Collateral Beauty is the sort of film that requires a more in depth review to explain just how appalling it really is. This review contains spoilers.
Are you one of the poor souls that went to see the infamous
Movie 43? A film with an incredible array of stars, magnificently poor writing and a horrendous sense of direction that left everybody wondering how it was ever funded.
Collateral Beauty has been similarly shot down by reviewers, and whilst the obvious comparisons to the aforementioned disaster might be unfitting, the minor glimpses of potential are far overshadowed by the fact that
Collateral Beauty gets worse and worse at every turn.
Howard Inlet (Will Smith) is a successful advertising executive who falls apart after the harrowing death of his six-year-old daughter. Depressed, contemplating death, and worst of all, under performing at work, Howard’s concerned “friends” (Edward Norton, Kate Winslet, Michael Peña) worry in supposed equal measure for Howard’s mental state, and the state of their own professional futures. The trio hire an investigator, Sally Price (Ann Dowd) to acquire evidence that would allow them to take control of the company from Howard (with his best interests in mind of course), and they soon find out that he is writing letters to Love, Death and Time – three constructs that he once used in his advertising work and is now blaming for the death of his daughter. With all obvious options ignored, Howard’s “friends” hire three actors (Helen Mirren, Keira Knightley and Jacob Latimore) to each approach him pretending to be one of the constructs, hoping that he will have a public outburst whilst their PI is filming so that they can then - after digitally removing the actors - show it to the board to prove that Howard is unfit to run the company.
*Oh the humanity*
Written by Allan Loeb (Wall Street: Money Never Sleeps, 21) and directed by David Frankel (The Devil Wears Prada, Marley & Me), Collateral Beauty had enough capability behind it to produce at least a half-decent film, but somewhere between the ethically-barren plotline and the kindergarten dialogue, the film collapses into a hilarious smoldering pile of Hollywood farce. The story in full is as unbelievable as it is in summary - a gently sickening ride through saccharine and syrupy messages, superficial plot twists and an array of A-listers trying to act their way out of one of the worst dramatic scripts in recent memory. One horrendous issue is the dialogue, which is more literary abomination than uplifting quotage - when you have Dame Helen Mirren spitting out lines like “Nothing is ever really dead if you look at it right” surely it must be obvious that you’ve created a steaming pile of script.

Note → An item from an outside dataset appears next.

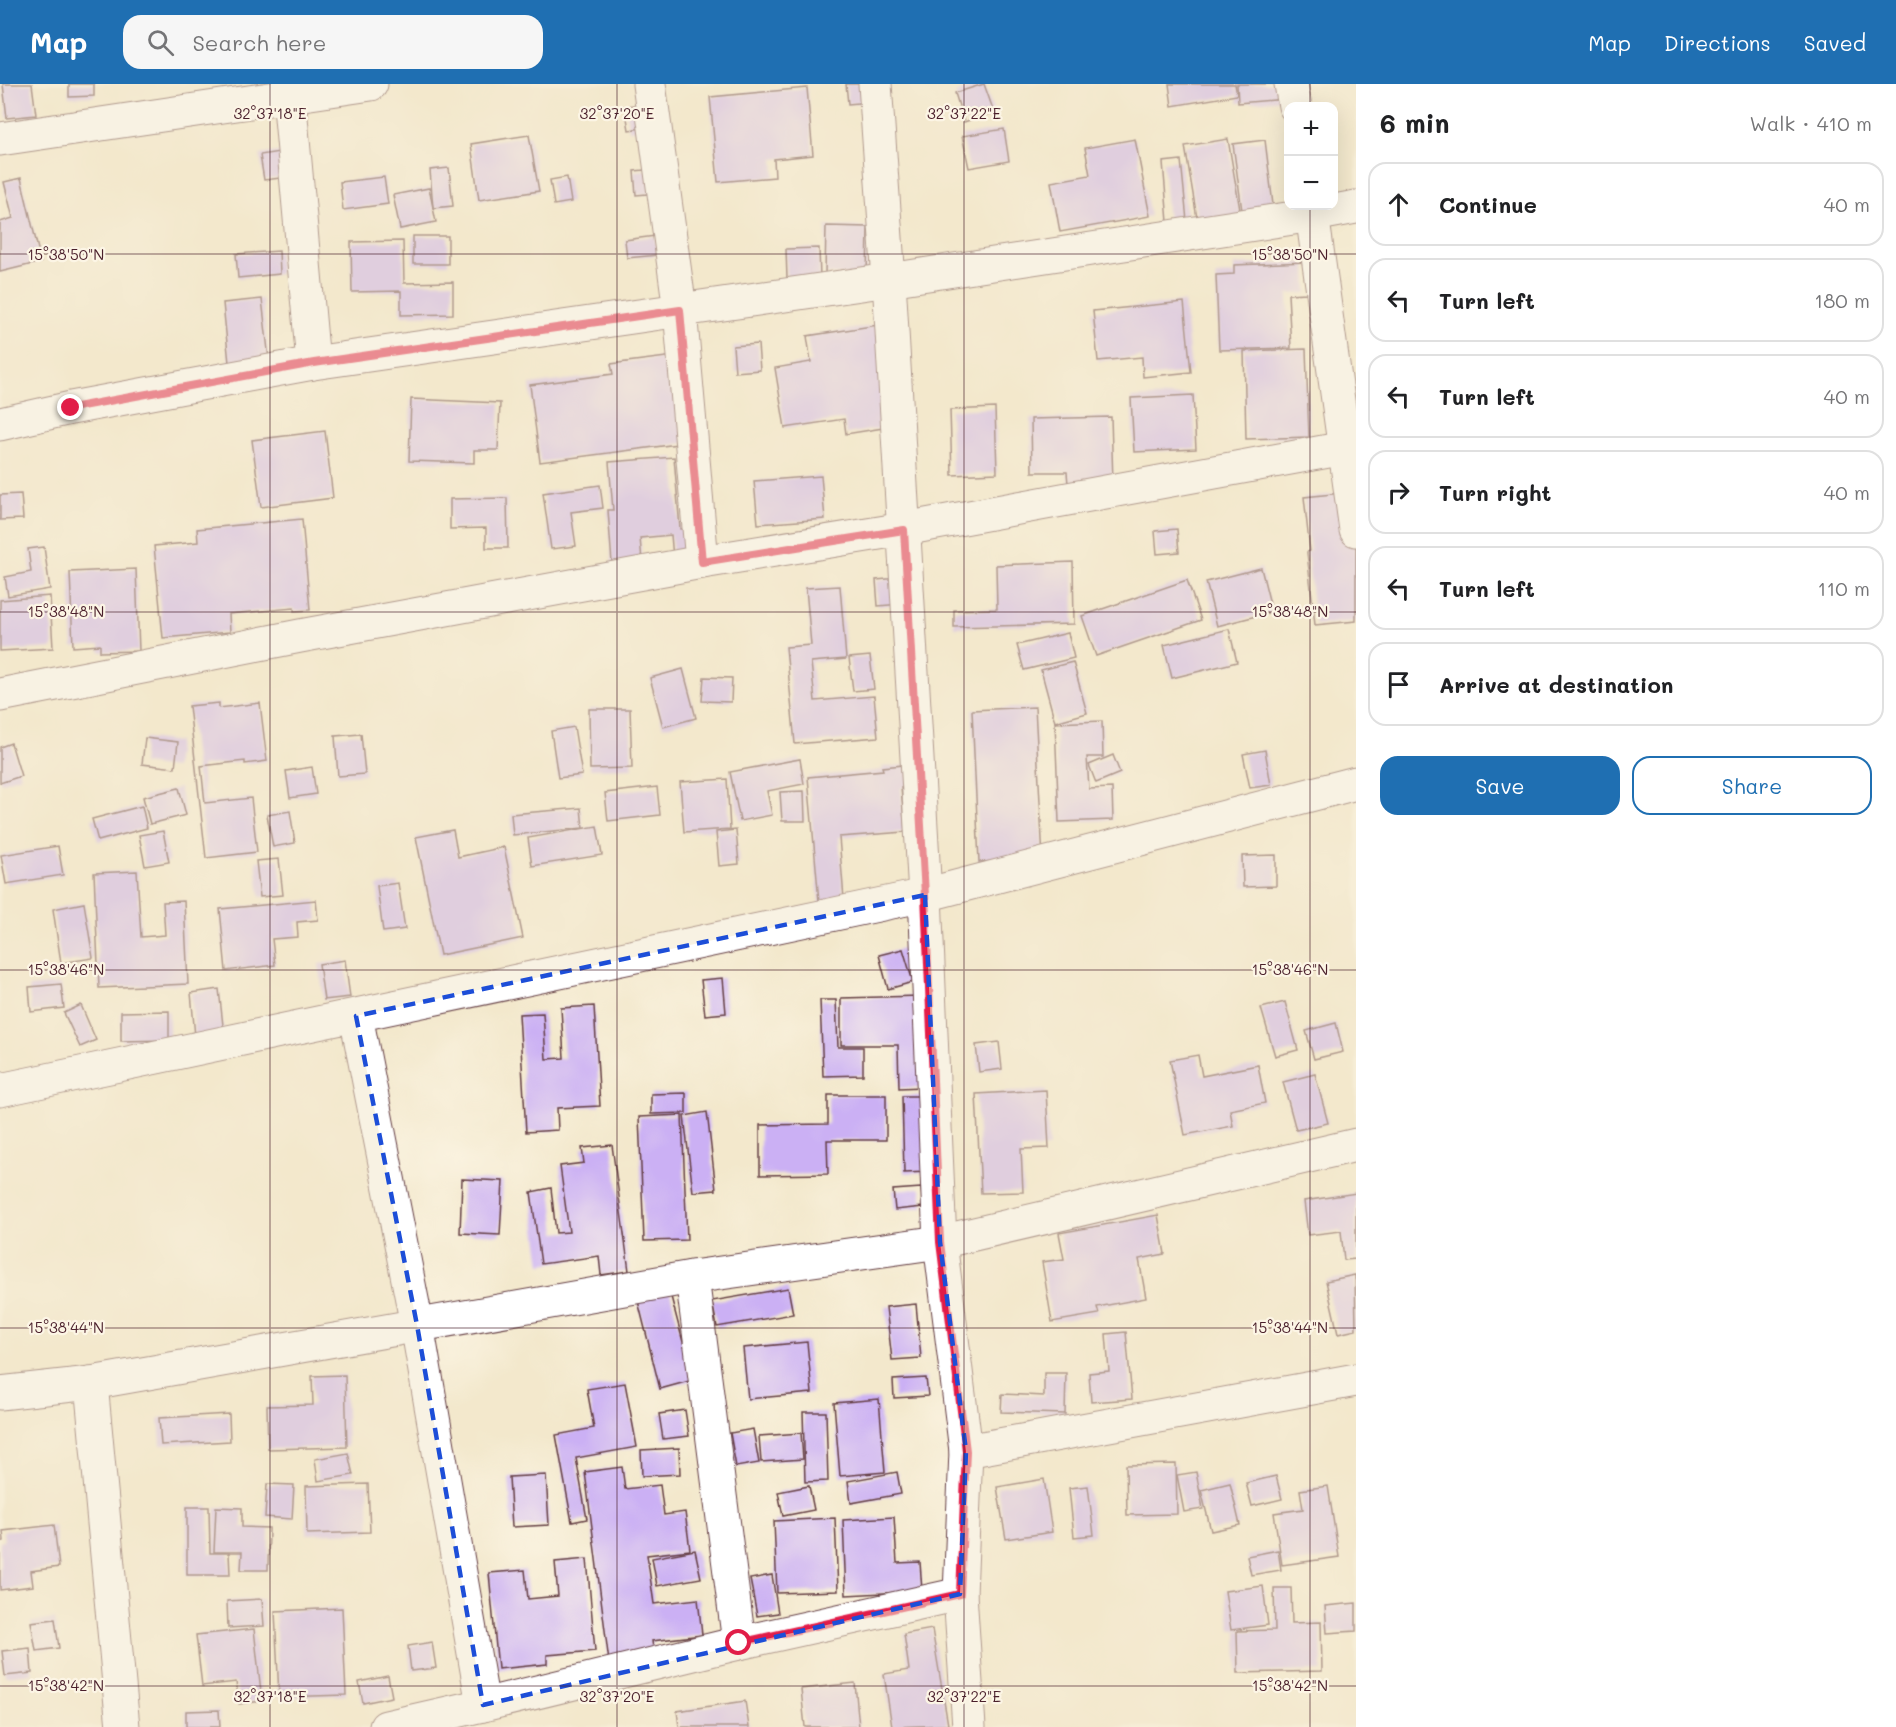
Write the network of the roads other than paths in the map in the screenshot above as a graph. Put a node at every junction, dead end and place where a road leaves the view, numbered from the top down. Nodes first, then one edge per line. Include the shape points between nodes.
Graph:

Putting aside the fact that none of the characters other than Howard are even remotely able to draw empathy from the audience because of their involvement in the repulsive scheme, we also have to sit through the hilariously-poor establishing of these token issues that each of them are struggling with. Norton’s Whit is drifting further apart from his daughter, Winslet’s Claire is running out of time to have a child, and Peña’s Simon is dying - we’re all dying Simon, but you decided to die an arsehole, so I don’t care. The acting is mediocre across the board, particularly when you consider the talent on screen, but the material is so atrociously bad that there’s hardly room for improvement. Will Smith’s is the only half-decent performance, but that’s mainly because he doesn’t have to talk.
There’s a swath of other annoying issues throughout like the fact that the investigator is “secretly” filming in the background with her phone in portrait mode, but when they show the footage to the board it’s in landscape and clearly shot with a cinema camera, or the hilariously stupid idea that they could simply digitally remove the actors without an expensive composite artist. Then when they show it to the board they acknowledge the fact that they’ve hired the actors anyway. What was the actual point of it then? I could go on, if not for the inevitable brain hemorrhage that analysing this excrement would give me.
Somewhere deep in the heart of this film there was a tinge of potential, completely lost in the overblown lunacy of this attempted storytelling. In the end though, watching Collateral Beauty is a bit like pondering how quickly your life is flying by, your crippling debt, the irreparable damage we’ve done to the environment, total nuclear annihilation, the futility of existence, the end of time, a Trump presidency; the more you think about it, the worse it gets.